# Brownhills Preston V Travelworld Telford Re: captains seats



## thieawin

I have previously posted about the problems I have had with my N&B Flair 7000i passenger captains seat.

From new 4 years ago it had never worked properly, cables had snapped, it did not fix correctly, it messed up the reading on the front dash warning panel, it beeped

It was on the list from service one. Remember I pay ferry high fares to get to your country for servicing! I called in every tine UI waent past, I telephoned, spoke to people and also wrote/e-mailed

By end year 2 Brownhills had done their phoenix. At time it was non operational and waiting for a bowden cable. 9 months that took!

It has never worked since and even although I stated would happily pay it never got picked up on service or other visits, even although it was on the agreed list of work submitted with any booking.

So when Travelworld were appointed importer dealers for N&B I thought I would try them. I phoned and e-mailed full details and fixed a date and time. The engineer examined on arrival identified it was not working but had no suggestions. he took down details and said he was shortly to visit Polch and would follow through.

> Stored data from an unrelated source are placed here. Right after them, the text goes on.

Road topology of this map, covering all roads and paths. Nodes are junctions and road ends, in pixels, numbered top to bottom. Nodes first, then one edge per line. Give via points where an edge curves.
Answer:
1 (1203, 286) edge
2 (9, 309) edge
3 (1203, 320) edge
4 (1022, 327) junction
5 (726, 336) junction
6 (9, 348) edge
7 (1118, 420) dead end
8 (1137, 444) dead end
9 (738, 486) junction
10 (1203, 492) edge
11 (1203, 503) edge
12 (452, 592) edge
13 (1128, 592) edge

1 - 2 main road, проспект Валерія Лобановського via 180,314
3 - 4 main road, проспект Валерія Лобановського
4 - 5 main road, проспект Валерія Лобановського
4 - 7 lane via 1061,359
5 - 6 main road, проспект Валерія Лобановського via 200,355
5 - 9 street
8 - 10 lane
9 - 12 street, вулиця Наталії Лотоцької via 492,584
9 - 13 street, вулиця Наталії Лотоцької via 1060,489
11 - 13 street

2 weeks later he rang to say he had lost details. I e-mailed and phoned them through. Since then I have heard nothing despite e-mails and phone calls. I ordered and paid for two items fronm their shop as well, paid for but not in stock. I was to be advised when y they arrived, that hasn't happened either

In February I had cause to put the van into Hymer UK to repair the window blind. Their first attempt was comical, it fell off the roller during demo. But they did cure the problem, our dogs sit on the large dash and were setting the roller blind off on its travels whilst it was bolted up, result remove bolts and bang. We now have an isolation switch so they can't do that

I spoke to Hymer UK new boss and agreed I would leave the whole seat and operating mechanism at Preston for them to sort and come back to refit when I had time. half way to the port I looked down and realised they had taken the seat but not the mounting frame which contains the operating mechanism!

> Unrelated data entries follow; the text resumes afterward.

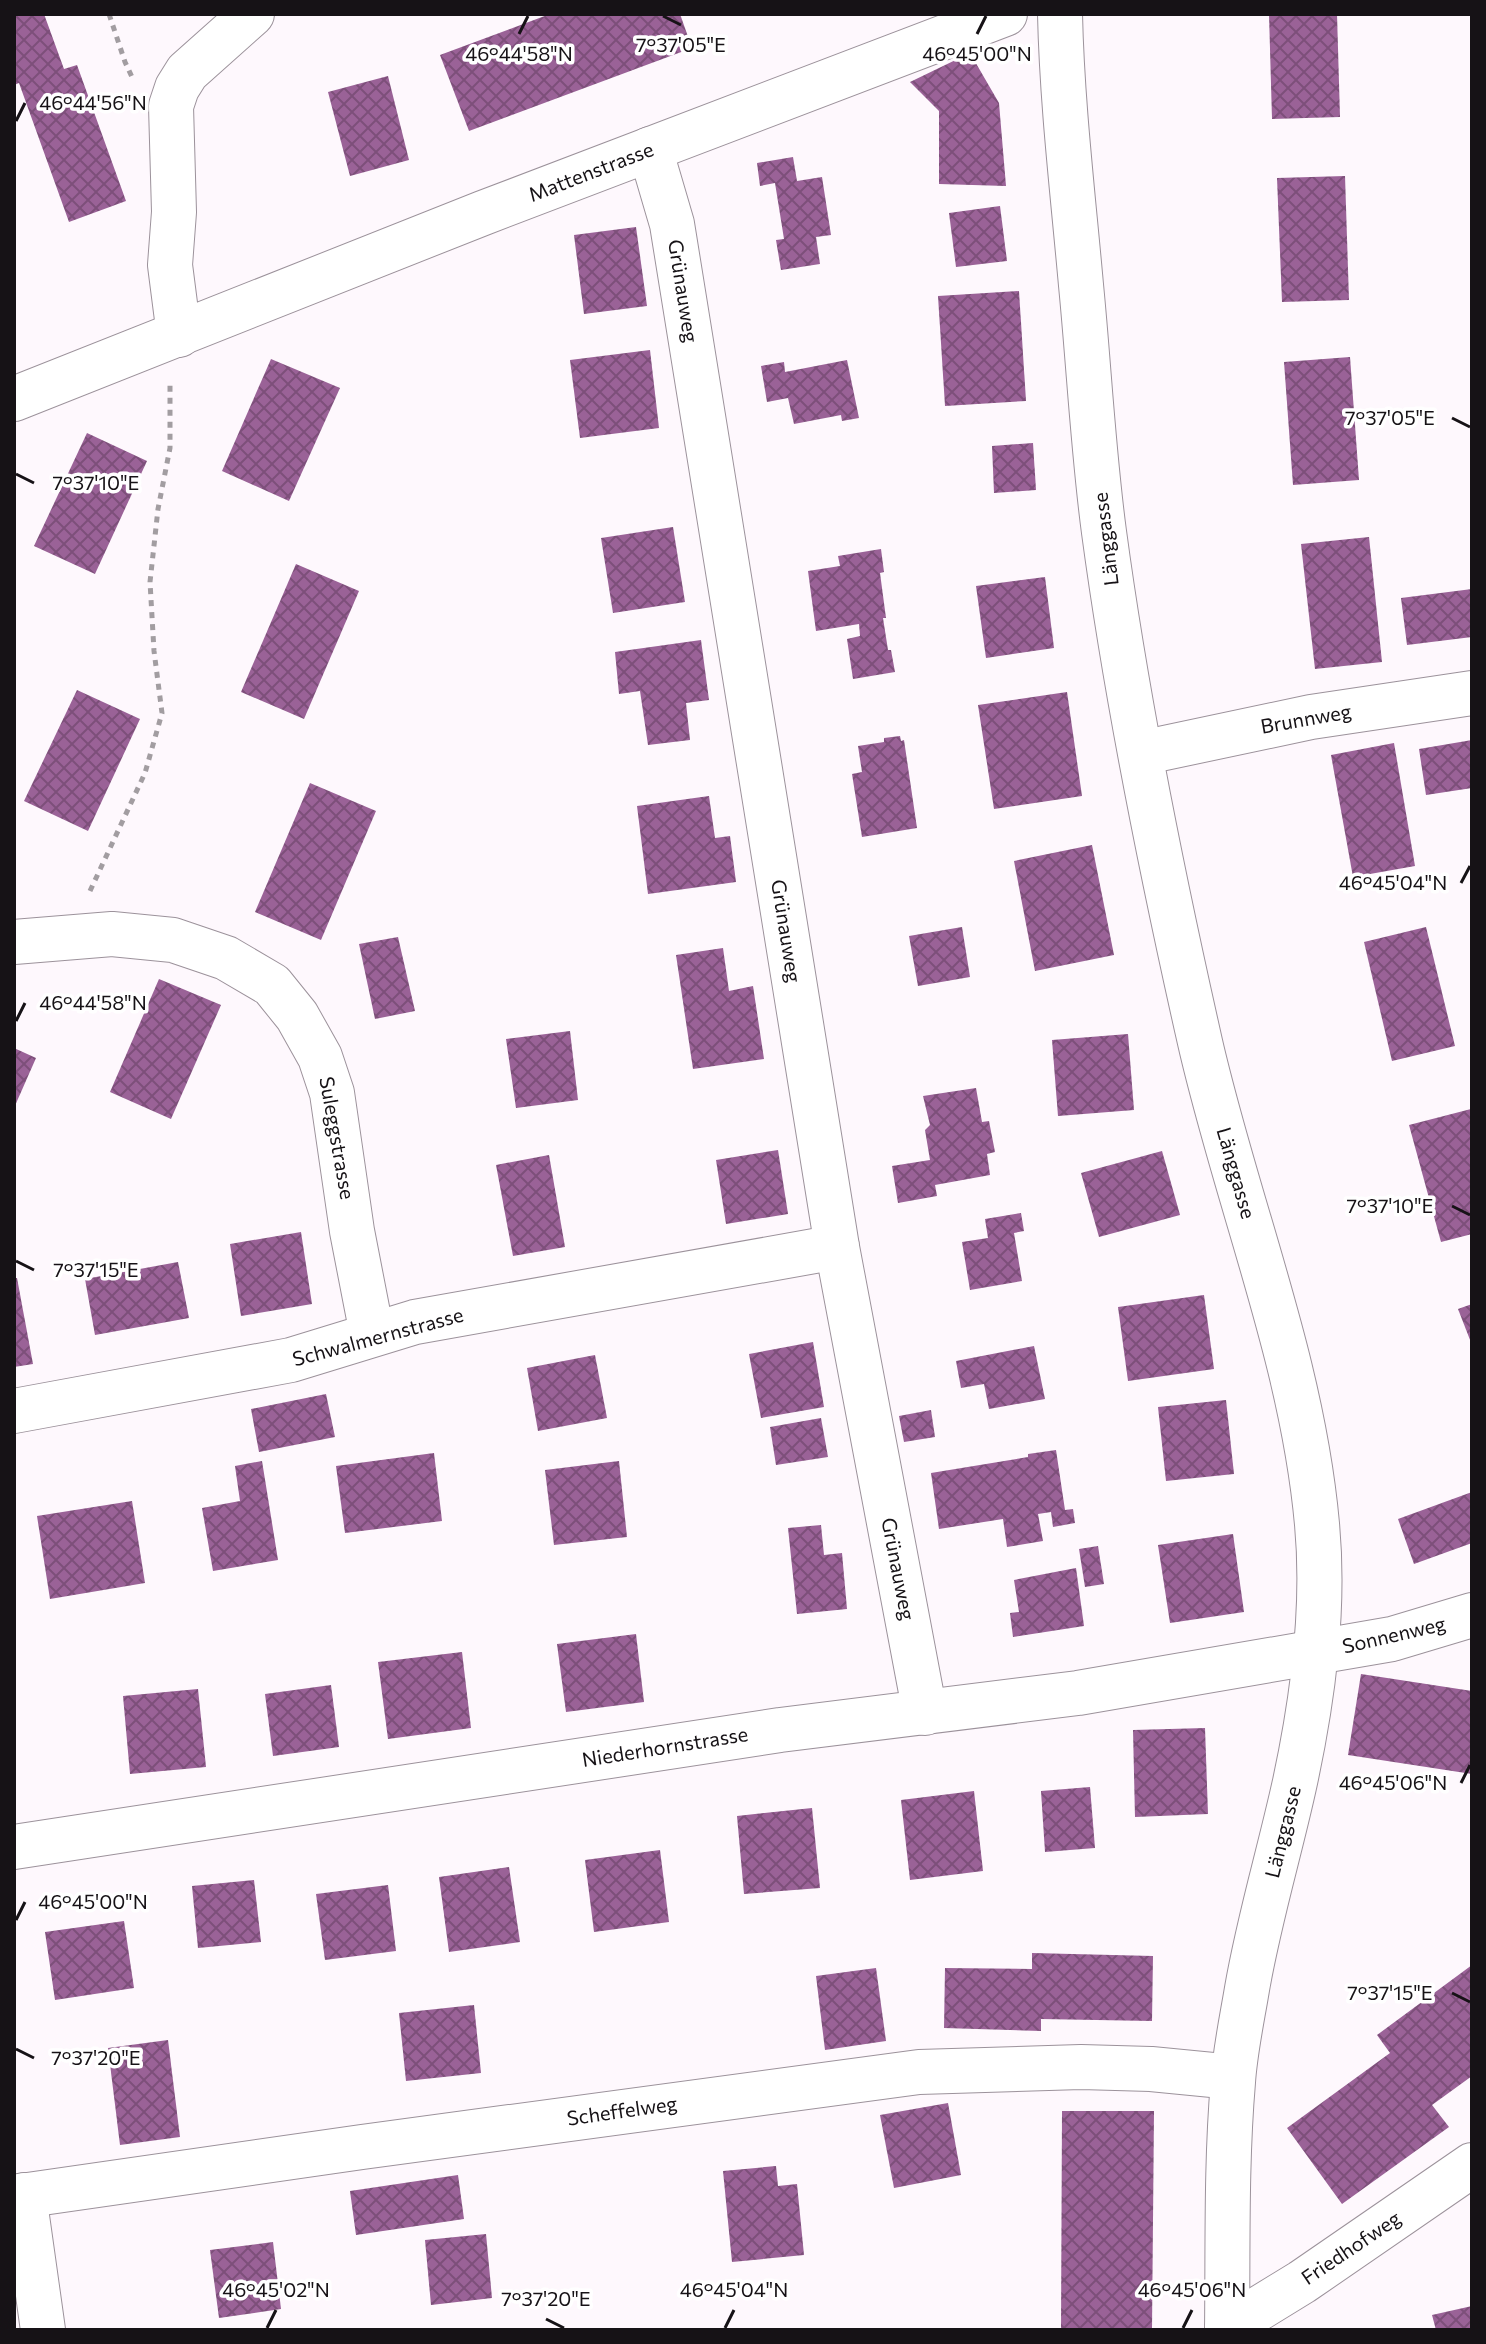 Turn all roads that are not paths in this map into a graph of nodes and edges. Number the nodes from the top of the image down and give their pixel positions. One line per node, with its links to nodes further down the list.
1 (252, 14): 5 (street)
2 (1005, 14): 4 (street, Mattenstrasse)
3 (1060, 14): 8 (street, Länggasse)
4 (650, 149): 5 (street, Mattenstrasse); 10 (street, Grünauweg)
5 (169, 339): 6 (street, Mattenstrasse)
6 (14, 399)
7 (1472, 693): 8 (street, Brunnweg)
8 (1141, 753): 14 (street, Länggasse)
9 (14, 942): 11 (street, Suleggstrasse)
10 (837, 1247): 11 (street, Schwalmernstrasse); 15 (street, Grünauweg)
11 (372, 1334): 12 (street, Schwalmernstrasse)
12 (14, 1411)
13 (1472, 1615): 14 (street, Sonnenweg)
14 (1316, 1652): 15 (street, Niederhornstrasse); 17 (street, Länggasse)
15 (925, 1713): 16 (street, Niederhornstrasse)
16 (14, 1847)
17 (1233, 2077): 19 (street, Scheffelweg); 20 (street, Länggasse)
18 (1472, 2165): 20 (street, Friedhofweg)
19 (19, 2196): 21 (street)
20 (1228, 2329)
21 (43, 2330)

Too late. I waited a week before taking it over on boat and catching taxi back to ferry.

Mid April they delivered it, well I collected it. All sorted. Still working three weeks later. Longest in 4 years. Cost very reasoanble. dash warning monitor now shows temperature in and out, step out and seat not locked as appropriate. also freezing outside need to take care in case of skid warning

So after a lot of hard work and 4 years and six ferry trips Brownhills have come through. Not a good record but Travelworld bodes no better it seems


----------



## b16duv

Thieawin,

You must have the patience of a saint! 

I'm afraid I lost the plot with Brownhills after travelling down to Cannock to get the 'snagging' (ie the stuff they couldn't be bothered/were incompetent to fix) before delivery. 

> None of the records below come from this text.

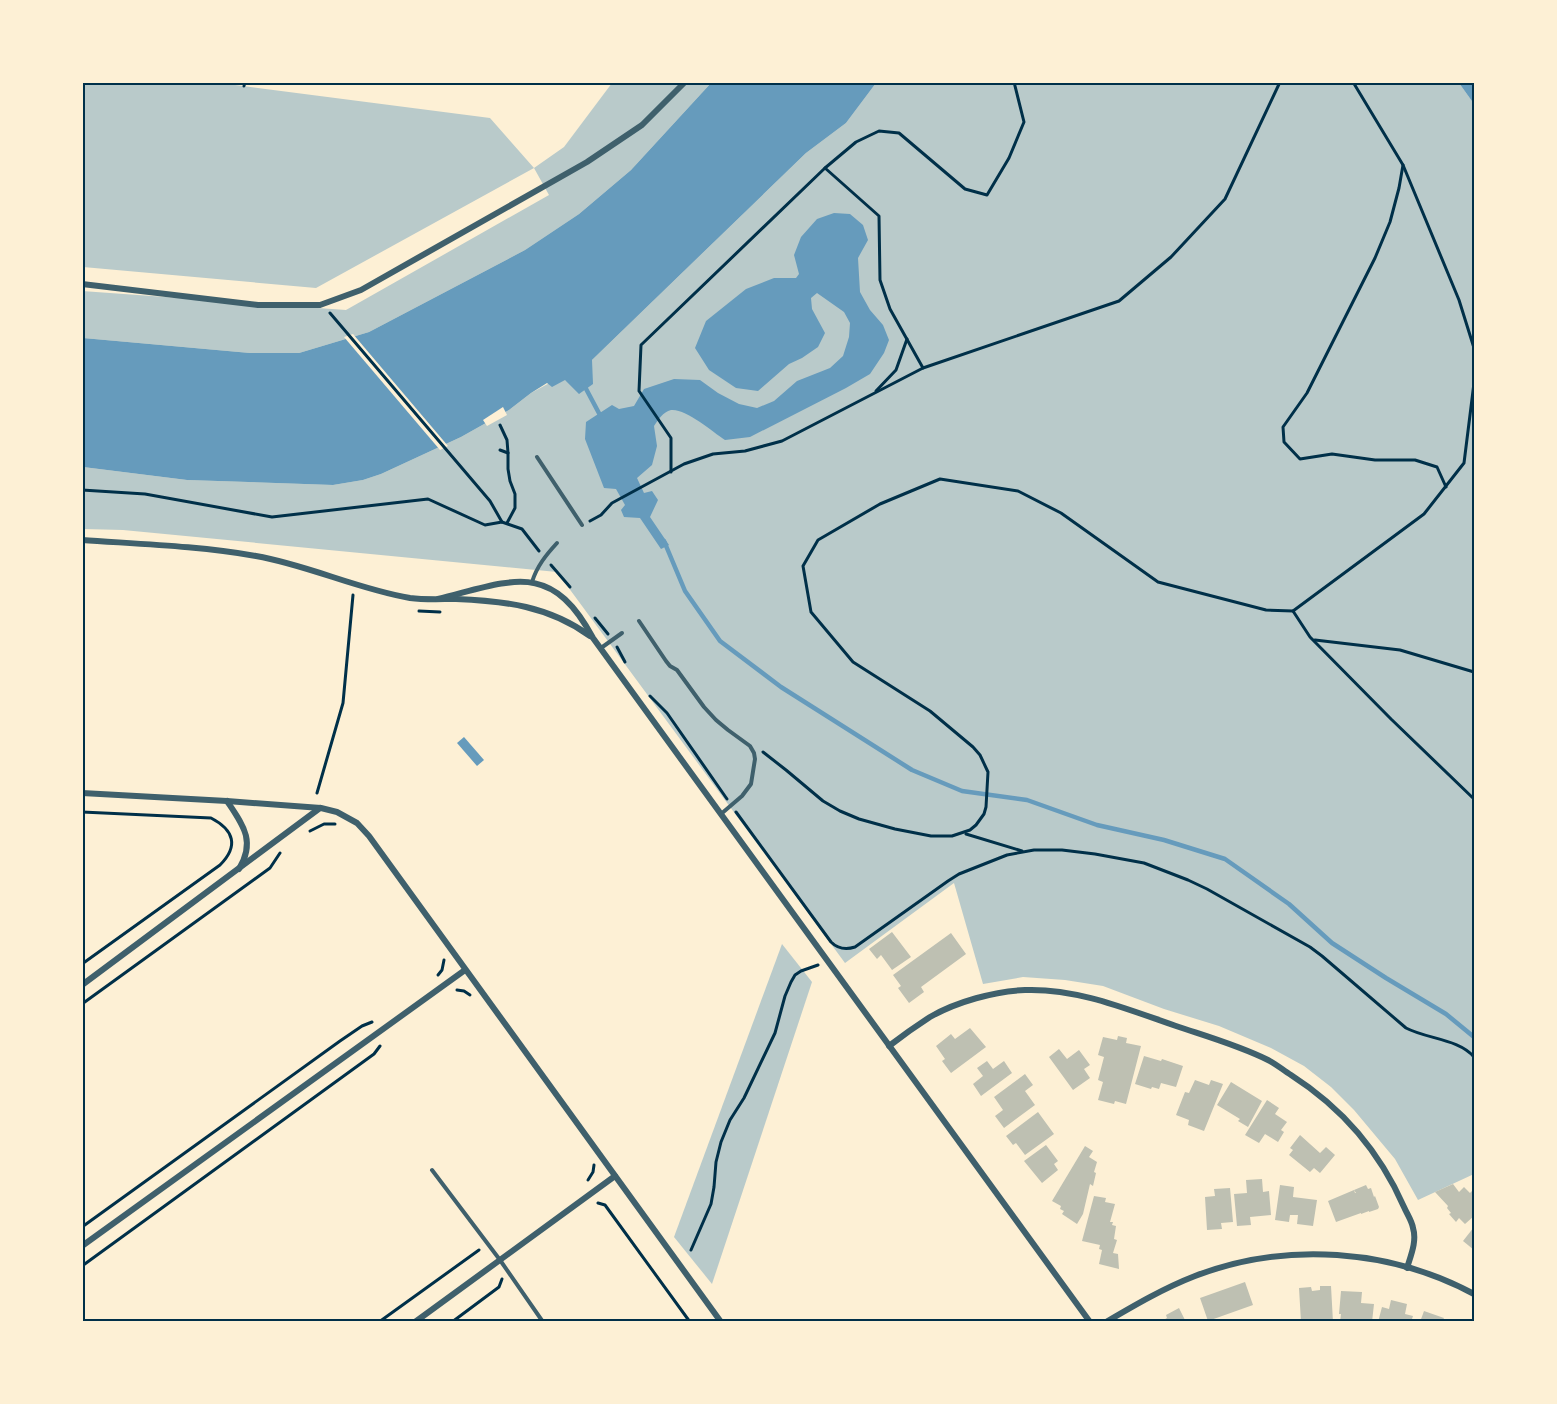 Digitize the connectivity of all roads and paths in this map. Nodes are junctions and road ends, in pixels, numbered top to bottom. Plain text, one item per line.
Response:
1 (685, 82) edge
2 (1014, 82) edge
3 (1280, 82) edge
4 (1353, 82) edge
5 (1403, 165) junction
6 (825, 168) junction
7 (82, 284) edge
8 (331, 314) dead end
9 (907, 339) junction
10 (1474, 348) edge
11 (923, 368) junction
12 (1474, 383) edge
13 (872, 395) junction
14 (500, 425) dead end
15 (500, 450) dead end
16 (508, 453) junction
17 (537, 458) dead end
18 (671, 472) junction
19 (1446, 487) junction
20 (82, 490) edge
21 (502, 522) junction
22 (507, 524) junction
23 (582, 525) joint
24 (82, 540) edge
25 (557, 543) dead end
26 (544, 557) junction
27 (532, 582) junction
28 (571, 589) dead end
29 (345, 591) dead end
30 (353, 594) junction
31 (361, 596) dead end
32 (438, 599) junction
33 (412, 610) dead end
34 (448, 610) dead end
35 (1293, 611) junction
36 (592, 614) dead end
37 (639, 621) dead end
38 (622, 633) dead end
39 (593, 638) junction
40 (612, 639) junction
41 (1314, 640) junction
42 (600, 648) junction
43 (628, 666) dead end
44 (1474, 672) edge
45 (645, 691) dead end
46 (750, 746) junction
47 (82, 793) edge
48 (317, 793) dead end
49 (1474, 799) edge
50 (227, 801) junction
51 (731, 806) junction
52 (321, 808) junction
53 (82, 812) edge
54 (721, 814) junction
55 (336, 824) dead end
56 (964, 833) junction
57 (304, 835) dead end
58 (1022, 851) junction
59 (281, 852) dead end
60 (237, 872) junction
61 (841, 948) junction
62 (442, 951) dead end
63 (828, 962) junction
64 (82, 964) edge
65 (465, 970) junction
66 (437, 976) dead end
67 (82, 985) edge
68 (451, 990) dead end
69 (471, 996) dead end
70 (82, 1004) edge
71 (380, 1019) dead end
72 (381, 1045) dead end
73 (889, 1046) junction
74 (1474, 1057) edge
75 (591, 1158) dead end
76 (432, 1170) dead end
77 (615, 1176) junction
78 (583, 1185) dead end
79 (597, 1204) dead end
80 (82, 1227) edge
81 (82, 1246) edge
82 (691, 1250) dead end
83 (494, 1251) junction
84 (500, 1260) junction
85 (82, 1266) edge
86 (506, 1268) junction
87 (1407, 1268) junction
88 (1474, 1294) edge
89 (379, 1322) edge
90 (415, 1322) edge
91 (452, 1322) edge
92 (543, 1322) edge
93 (690, 1322) edge
94 (721, 1322) edge
95 (1090, 1322) edge
96 (1106, 1322) edge

1 - 7 street
2 - 6 path
3 - 11 path
4 - 5 path
5 - 10 path
5 - 19 path
6 - 9 path
6 - 18 path
8 - 21 path
9 - 11 path
9 - 13 path
11 - 13 path
12 - 19 path
13 - 18 path
14 - 16 path
15 - 16 path
16 - 22 path
17 - 23 lane
18 - 23 path
19 - 35 path
20 - 21 path
21 - 22 path
22 - 26 path
24 - 32 street
25 - 26 lane
26 - 27 lane
26 - 28 path
27 - 32 street
27 - 39 street
29 - 30 path
30 - 31 path
30 - 48 path
32 - 39 street
33 - 34 path
35 - 41 path
35 - 56 path
36 - 40 path
37 - 46 lane
38 - 40 lane
39 - 42 street
40 - 42 lane
40 - 43 path
41 - 44 path
41 - 49 path
42 - 54 street
45 - 51 path
46 - 51 lane
46 - 56 path
47 - 50 street
50 - 52 street
50 - 60 street
51 - 54 lane
51 - 61 path
52 - 60 street
52 - 65 street
53 - 64 path
54 - 63 street
55 - 57 path
56 - 58 path
58 - 61 path
58 - 74 path
59 - 70 path
60 - 67 street
61 - 63 path
62 - 66 path
63 - 73 street
63 - 82 path
65 - 77 street
65 - 81 street
68 - 69 path
71 - 80 path
72 - 85 path
73 - 87 street
73 - 95 street
75 - 78 path
76 - 83 lane
77 - 84 street
77 - 94 street
79 - 93 path
83 - 84 lane
83 - 89 path
84 - 86 lane
84 - 90 street
86 - 91 path
86 - 92 lane
87 - 88 street
87 - 96 street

On the first day, they didn't even take my van into the workshop.

On day two, they said they didn't have the parts (despite a list and photos sent to them 4 weeks previously, and acknowledged as received). 

In a very calm and controlled manner, I suggested that they take the bits needed from an unsold van in their yard. 'That won't be happening' said the 'after sales' manager'.

And then I lost the plot. The unsold van was duly wheeled into the workshop, the necessary parts removed, and my van entered workshop to have them fitted. All under my direct supervision.

Since then I've used Polch. Their competence is staggeringly good. Their willingness to look after both their product and customer is excellent.

I have only had 1 experience of Travelworld - 6 months after buying my Arto, I (had a lobotomy and) decided to change it for an American RV. 

Travelworld offered me exactly HALF what I'd paid for it 6 months earlier. Thanks Travelworld, you saved me from myself.

I have no personal experience of their service so won't comment.

But it's so nice to have a holiday on the beautiful Mosel and know that I can get any parts at the factory from stock, or any service issues quickly resolved. 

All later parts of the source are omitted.